Condor confirmed the event, stating that turbulence occurred enroute and that several passengers and one crew member were injured. The airline cooperated with BFU throughout the investigation.
Investigation Status
The German BFU led the investigation, releasing preliminary findings in March 2023 and a final report on 4 April 2025.
Final findings included:
• Probable cause: Entry into an unforecasted but actively growing convective cloud bank that generated severe turbulence.
• Immediate cause: Deviation from course was initiated too late to avoid the upper cloud layer.

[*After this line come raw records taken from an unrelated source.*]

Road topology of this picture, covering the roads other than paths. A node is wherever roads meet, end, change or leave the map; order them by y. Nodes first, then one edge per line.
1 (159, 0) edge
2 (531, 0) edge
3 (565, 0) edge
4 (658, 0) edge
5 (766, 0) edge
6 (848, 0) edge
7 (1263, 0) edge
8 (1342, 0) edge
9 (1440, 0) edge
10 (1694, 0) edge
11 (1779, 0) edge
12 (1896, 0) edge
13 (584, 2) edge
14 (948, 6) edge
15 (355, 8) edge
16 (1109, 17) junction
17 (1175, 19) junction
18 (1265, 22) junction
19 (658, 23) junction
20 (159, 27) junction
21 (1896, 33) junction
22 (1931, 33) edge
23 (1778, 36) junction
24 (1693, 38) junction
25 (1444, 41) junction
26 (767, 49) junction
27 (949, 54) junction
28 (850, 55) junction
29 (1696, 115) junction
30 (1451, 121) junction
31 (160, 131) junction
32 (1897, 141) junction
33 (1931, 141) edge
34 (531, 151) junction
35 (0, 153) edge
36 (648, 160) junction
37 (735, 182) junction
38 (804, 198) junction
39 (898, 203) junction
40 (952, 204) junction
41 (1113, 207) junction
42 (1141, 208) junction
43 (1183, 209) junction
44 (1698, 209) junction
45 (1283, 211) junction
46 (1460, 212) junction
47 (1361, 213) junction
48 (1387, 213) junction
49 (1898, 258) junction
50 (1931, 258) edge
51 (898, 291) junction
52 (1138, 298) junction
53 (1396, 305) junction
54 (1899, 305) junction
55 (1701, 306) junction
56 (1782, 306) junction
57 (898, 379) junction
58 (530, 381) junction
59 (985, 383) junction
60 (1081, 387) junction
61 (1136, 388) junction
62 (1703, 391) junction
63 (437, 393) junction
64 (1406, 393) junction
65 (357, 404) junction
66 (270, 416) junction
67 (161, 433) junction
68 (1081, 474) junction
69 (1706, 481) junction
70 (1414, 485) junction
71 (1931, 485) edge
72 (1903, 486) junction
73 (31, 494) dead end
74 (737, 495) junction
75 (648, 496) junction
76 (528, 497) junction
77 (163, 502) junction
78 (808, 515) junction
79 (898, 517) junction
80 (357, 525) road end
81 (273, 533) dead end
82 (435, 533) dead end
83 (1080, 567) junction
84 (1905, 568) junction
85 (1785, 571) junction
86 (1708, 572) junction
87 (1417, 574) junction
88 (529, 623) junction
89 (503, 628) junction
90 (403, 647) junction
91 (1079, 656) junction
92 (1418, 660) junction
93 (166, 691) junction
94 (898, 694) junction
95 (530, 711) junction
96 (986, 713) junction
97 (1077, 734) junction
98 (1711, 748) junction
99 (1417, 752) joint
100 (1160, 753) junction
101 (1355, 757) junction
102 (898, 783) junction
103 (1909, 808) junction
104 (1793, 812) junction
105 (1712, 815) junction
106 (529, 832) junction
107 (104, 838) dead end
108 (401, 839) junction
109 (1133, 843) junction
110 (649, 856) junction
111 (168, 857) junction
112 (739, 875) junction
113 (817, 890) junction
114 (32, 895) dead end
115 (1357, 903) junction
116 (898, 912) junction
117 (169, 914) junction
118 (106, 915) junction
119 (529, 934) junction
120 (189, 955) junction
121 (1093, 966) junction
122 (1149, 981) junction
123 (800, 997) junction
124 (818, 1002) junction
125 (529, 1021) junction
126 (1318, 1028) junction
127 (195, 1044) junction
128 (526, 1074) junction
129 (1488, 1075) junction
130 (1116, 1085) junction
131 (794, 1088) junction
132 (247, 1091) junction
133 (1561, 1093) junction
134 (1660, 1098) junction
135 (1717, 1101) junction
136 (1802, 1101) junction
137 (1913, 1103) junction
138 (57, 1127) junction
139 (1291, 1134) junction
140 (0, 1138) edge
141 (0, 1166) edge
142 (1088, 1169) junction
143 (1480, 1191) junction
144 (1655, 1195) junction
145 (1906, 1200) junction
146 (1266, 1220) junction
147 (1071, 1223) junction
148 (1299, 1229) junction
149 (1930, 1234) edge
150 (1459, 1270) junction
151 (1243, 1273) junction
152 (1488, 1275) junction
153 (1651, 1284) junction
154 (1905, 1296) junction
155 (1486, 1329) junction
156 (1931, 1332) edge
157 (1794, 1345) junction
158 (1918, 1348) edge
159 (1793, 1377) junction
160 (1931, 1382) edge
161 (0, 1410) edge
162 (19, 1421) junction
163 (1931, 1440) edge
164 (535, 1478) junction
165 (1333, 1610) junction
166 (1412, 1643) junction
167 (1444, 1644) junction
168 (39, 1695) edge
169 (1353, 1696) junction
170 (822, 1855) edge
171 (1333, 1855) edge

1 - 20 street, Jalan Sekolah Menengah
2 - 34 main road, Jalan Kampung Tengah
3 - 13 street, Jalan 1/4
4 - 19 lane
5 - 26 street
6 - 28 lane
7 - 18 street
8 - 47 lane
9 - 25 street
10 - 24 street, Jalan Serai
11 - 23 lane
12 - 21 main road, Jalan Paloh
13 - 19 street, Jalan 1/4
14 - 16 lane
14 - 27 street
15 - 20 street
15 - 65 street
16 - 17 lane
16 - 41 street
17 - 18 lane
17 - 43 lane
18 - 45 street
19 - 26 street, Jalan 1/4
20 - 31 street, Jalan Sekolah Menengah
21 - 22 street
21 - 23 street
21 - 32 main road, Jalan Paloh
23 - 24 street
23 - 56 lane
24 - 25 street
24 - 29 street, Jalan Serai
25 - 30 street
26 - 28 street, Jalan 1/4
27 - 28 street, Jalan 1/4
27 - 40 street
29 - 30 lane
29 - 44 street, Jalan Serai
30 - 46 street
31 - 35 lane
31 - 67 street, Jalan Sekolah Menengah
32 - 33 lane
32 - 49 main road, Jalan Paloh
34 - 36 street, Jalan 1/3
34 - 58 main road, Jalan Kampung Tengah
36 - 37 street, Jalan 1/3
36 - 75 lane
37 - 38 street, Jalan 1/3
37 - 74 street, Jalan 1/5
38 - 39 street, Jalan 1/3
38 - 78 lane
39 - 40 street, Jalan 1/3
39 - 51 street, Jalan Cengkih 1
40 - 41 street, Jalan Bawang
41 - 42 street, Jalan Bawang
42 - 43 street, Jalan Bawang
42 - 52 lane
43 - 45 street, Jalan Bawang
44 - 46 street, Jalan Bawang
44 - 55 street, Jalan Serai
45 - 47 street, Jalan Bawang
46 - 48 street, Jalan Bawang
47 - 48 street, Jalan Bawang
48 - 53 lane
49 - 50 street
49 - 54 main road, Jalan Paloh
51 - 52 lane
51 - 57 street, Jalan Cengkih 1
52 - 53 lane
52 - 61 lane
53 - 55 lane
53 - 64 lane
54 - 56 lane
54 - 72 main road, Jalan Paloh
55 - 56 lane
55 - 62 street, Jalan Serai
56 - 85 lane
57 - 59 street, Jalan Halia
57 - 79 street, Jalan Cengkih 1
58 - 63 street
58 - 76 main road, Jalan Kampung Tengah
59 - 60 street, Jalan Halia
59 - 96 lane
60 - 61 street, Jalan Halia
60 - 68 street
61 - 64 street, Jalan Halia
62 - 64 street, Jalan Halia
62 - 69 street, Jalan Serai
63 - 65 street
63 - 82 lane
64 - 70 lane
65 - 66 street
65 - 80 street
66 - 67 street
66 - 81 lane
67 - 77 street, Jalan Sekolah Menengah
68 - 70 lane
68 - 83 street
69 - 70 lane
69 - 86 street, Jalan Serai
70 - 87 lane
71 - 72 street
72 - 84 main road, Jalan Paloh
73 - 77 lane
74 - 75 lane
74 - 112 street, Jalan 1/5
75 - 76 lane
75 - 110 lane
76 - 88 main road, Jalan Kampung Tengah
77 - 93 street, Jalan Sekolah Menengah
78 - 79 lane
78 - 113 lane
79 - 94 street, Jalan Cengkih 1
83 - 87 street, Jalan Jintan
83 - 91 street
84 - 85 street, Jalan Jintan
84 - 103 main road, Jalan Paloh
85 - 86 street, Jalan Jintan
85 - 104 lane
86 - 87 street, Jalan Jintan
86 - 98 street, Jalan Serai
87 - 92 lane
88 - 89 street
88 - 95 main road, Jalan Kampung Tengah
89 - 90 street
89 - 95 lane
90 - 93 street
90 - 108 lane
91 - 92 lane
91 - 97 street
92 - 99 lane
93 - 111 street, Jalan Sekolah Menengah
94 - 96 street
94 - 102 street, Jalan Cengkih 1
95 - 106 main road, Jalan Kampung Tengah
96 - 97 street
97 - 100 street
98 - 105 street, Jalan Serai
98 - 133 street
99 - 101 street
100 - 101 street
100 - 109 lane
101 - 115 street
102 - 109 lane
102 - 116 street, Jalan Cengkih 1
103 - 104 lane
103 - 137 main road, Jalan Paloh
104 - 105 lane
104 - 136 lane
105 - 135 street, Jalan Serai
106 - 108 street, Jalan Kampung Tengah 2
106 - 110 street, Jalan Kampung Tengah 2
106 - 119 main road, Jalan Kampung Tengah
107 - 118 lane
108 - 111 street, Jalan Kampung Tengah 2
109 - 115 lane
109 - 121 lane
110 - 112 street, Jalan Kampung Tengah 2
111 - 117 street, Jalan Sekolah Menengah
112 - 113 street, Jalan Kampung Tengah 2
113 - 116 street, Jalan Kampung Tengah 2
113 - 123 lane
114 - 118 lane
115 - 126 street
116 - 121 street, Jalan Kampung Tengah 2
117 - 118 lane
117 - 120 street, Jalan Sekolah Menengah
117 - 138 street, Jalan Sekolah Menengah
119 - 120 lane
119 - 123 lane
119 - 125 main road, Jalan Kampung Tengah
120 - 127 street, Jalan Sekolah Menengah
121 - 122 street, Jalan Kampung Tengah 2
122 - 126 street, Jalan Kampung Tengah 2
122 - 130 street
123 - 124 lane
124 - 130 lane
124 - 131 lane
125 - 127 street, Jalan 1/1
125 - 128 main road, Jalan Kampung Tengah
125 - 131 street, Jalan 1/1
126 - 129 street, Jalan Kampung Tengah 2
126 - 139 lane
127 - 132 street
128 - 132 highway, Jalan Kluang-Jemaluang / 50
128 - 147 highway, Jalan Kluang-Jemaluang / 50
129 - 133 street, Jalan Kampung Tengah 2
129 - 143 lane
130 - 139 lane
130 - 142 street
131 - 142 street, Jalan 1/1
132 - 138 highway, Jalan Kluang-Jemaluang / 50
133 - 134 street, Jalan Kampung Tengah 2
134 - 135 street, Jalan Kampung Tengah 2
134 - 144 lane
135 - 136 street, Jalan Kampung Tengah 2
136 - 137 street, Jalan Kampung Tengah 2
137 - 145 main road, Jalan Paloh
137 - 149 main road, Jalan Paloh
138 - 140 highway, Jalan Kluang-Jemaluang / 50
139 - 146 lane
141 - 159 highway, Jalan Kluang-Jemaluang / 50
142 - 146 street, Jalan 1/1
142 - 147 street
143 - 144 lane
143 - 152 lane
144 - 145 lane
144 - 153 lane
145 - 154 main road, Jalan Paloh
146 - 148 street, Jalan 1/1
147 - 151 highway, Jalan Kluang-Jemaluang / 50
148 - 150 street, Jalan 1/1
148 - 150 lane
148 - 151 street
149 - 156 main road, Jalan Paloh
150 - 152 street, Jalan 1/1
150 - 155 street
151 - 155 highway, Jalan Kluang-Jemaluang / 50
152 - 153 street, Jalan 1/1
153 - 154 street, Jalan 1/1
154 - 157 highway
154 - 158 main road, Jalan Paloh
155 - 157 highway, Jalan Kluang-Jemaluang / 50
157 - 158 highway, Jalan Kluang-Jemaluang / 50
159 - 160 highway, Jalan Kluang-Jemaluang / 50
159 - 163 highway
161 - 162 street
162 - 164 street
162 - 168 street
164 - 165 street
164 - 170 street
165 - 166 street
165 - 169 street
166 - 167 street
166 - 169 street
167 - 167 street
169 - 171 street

• Aggravating factor: A significant number of passengers were not wearing seatbelts at the time of the turbulence.
• Contributory factors:
• Weather radar in All WX mode failed to detect turbulence ahead
• Dynamic development of the cloud made visual detection too late
• Inadequate initial safety and emergency procedures (SEP) training regarding crew communication and system management
Root Cause & Contributing Factors
Root Causes:
• Crew entered an actively developing convective cloud bank due to delayed deviation
• Failure to recognise severity of weather conditions despite visual and limited radar indications
• Passengers not being restrained led to injury upon rapid vertical acceleration changes
Contributing Factors:
• Weather radar limitations in turbulence depiction during cruise
• Lack of real-time pilot reports (PIREPs) in the area
• Incomplete use of available communication channels to issue warnings to cabin crew and passengers
• Gaps in SEP training related to turbulence handling and onboard communication
Safety Recommendations & Industry Impact
The BFU’s investigation recommended:
• Enhanced crew training on weather radar interpretation and limitations
• Reinforcement of seatbelt policies and mandatory announcements when seatbelt signs are illuminated
• Improvements in cabin crew communication protocols during turbulence events
• Use of predictive turbulence modelling and enhanced onboard weather tools
• Manufacturer consideration of radar mode settings that better highlight upper-level convective activity
These recommendations are expected to influence long-haul operational policies, especially on tropical and transoceanic routes prone to embedded convective activity.
Conclusion
The turbulence encounter on Condor flight DE-2314 underscores the danger of embedded weather phenomena and the limitations of current detection systems at cruise altitude. Despite a visually calm radar return, the aircraft entered a convective zone with vertical wind shear strong enough to cause automatic autopilot disconnection and physical injury to multiple occupants.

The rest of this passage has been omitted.